As a quick definition, we can say that institutional religious freedom is the protected legal space that churches and other faith-based organizations need so that they can be faithful (to their respective religious missions) and faith-full (manifesting their religious convictions in their operations and practices), even when those convictions would lead them to operate and serve differently than the laws and public consensus regard as right and normal.

If I may say so, the best book about how this freedom is vital for faith-based organizations is Free to Serve: Protecting the Religious Freedom of Faith-Based Organizations (2015). Co-authored by the late Steve Monsma and, well, me, the book surveys the strengthening headwinds of adverse court decisions, government rules and public opinion and assesses the inadequate views of freedom, religion, and diversity that speed those headwinds. It proposes a robust civic pluralism as an alternative between privilege for religion and dominance for secularism and offers guidance to faith-based organizations on how they, themselves, can act to safeguard the religious freedom they need. As good as Free to Serve is, though, institutional religious freedom has additional facets and exists within wider political, cultural and intellectual currents, so don’t stop your reading there.

Os Guinness’s new book, Last Call for Liberty: How America’s Genius for Freedom Has Become Its Greatest Threat, strongly and rightly emphasizes that the degree of freedom available to persons and organizations expands and (now) contracts not only due to changes in laws and court decisions but, more fundamentally, due to changes in how freedom itself is understood by a society. His argument is dense, and so this book is not the accessible read his earlier books touching on similar themes have been. Yet, his analysis deserves attention in this time of polarization and change.

Guinness proceeds through a set of ten questions to his American readers: “Do You Know Where Your Freedom Came From?”, “Are There Enough Americans Who Care About Freedom?”, “How Do You Plan to Sustain Freedom?” and more. Each is a mini-essay on a key dimension of the freedoms that sustain a society where people can live consistently with their convictions in public and private life, alone and together with others, exercising our gifts and serving our neighbors.

Why should we be concerned that we are losing our liberty? Americans are far along, Guinness argues, in transferring our allegiance from the freedom ideas of the American Revolution to the nearly opposite freedom ideas of the French Revolution. The former were grounded in the Jewish and Christian conviction of humans living in a covenant with God, such that persons, governments and organizations are accountable outside of themselves; freedoms—political, economic, religious—are to be both protected and limited; and we are hopeful and yet sober in our expectations for the future. The French revolutionaries, in sharp contrast, presuming that God and religions are destructive illusions, called for unlimited freedom and aimed for a future of ever-greater perfection. Yet the project of suppressing religion and supercharging government in order to crush restrictions on freedom and various inequalities paradoxically yields less freedom. Instead society is subject to increased regimentation, there is government respect more for avant garde than for traditional convictions, and opportunity is protected more for ideologically favored than disfavored economic and political projects. This analysis, in Guinness’ approach, is not a celebration of Tea Partiers but rather a sharp questioning of secular progressivism as it has taken over much of politics, academia, the legal profession, the media and cultural circles.
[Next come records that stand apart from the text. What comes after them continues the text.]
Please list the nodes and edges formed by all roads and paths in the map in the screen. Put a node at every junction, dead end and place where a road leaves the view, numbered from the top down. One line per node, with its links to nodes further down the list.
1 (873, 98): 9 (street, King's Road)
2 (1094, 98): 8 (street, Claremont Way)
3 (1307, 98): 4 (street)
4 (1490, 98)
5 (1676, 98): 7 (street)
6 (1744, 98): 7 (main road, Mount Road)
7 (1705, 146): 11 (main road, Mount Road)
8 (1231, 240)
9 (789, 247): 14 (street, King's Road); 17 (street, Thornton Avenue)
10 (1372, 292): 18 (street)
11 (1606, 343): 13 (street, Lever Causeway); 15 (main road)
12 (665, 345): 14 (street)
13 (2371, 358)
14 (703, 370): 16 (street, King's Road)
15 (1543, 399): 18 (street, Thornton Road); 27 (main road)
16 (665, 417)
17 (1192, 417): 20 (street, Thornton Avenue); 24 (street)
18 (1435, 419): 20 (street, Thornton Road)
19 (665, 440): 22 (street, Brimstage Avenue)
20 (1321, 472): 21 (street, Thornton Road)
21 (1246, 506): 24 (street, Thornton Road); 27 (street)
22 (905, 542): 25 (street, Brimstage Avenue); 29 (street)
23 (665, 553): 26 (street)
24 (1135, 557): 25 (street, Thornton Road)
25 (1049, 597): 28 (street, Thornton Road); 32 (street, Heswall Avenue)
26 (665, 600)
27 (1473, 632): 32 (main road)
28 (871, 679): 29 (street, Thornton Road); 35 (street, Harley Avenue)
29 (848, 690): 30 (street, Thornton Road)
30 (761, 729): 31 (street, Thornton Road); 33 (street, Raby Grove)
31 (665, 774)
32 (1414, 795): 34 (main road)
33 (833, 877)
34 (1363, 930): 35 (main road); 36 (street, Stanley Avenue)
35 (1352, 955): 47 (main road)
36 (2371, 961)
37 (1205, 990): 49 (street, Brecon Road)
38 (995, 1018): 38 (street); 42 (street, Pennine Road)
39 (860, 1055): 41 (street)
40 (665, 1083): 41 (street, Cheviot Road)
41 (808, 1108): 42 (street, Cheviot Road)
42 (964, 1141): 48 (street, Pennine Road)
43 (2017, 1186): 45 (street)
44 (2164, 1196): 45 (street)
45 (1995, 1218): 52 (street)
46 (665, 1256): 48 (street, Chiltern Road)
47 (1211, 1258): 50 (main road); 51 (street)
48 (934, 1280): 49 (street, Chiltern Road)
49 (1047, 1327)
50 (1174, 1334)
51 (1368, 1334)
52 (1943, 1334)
However precise his overall framework, surely Guinness is right to challenge us to assess the broad currents shaping political views, policy preferences and public controversies these days. That assessment needs to go beyond the media’s preoccupation with poking and exposing populism and white nationalism to considering carefully the consequences of progressivism and its dismissal or opposition to religion and its approval (to be sure, with good intentions) of an enlarged government and expanded regulation. Consider: more regimentation via expanding government can only intensify conflict as America becomes ever more diverse in religion and values.

In his chapter on freedom and diversity, Guinness takes on the popular view that religious freedom is just another name for discrimination against LGBT persons and religious minorities. That cannot be the full story, he reminds us: “The demand for freedom of religion and conscience has always been the cry of the weak, the powerless, the marginalized, and the oppressed—those who know that it takes truth to make a stand against power.” So, what is needed? Neither a totalitarianism of the religious right nor of the secular left will do, he says, calling again, as he often has, for a “civil public square.” We need a commitment on all sides to a concept of public life in which all participate without shedding their distinctive faiths and commitments.  Rather participation should be within an agreement to respect all others and thus to aim for the common good and not for sectarian advantage.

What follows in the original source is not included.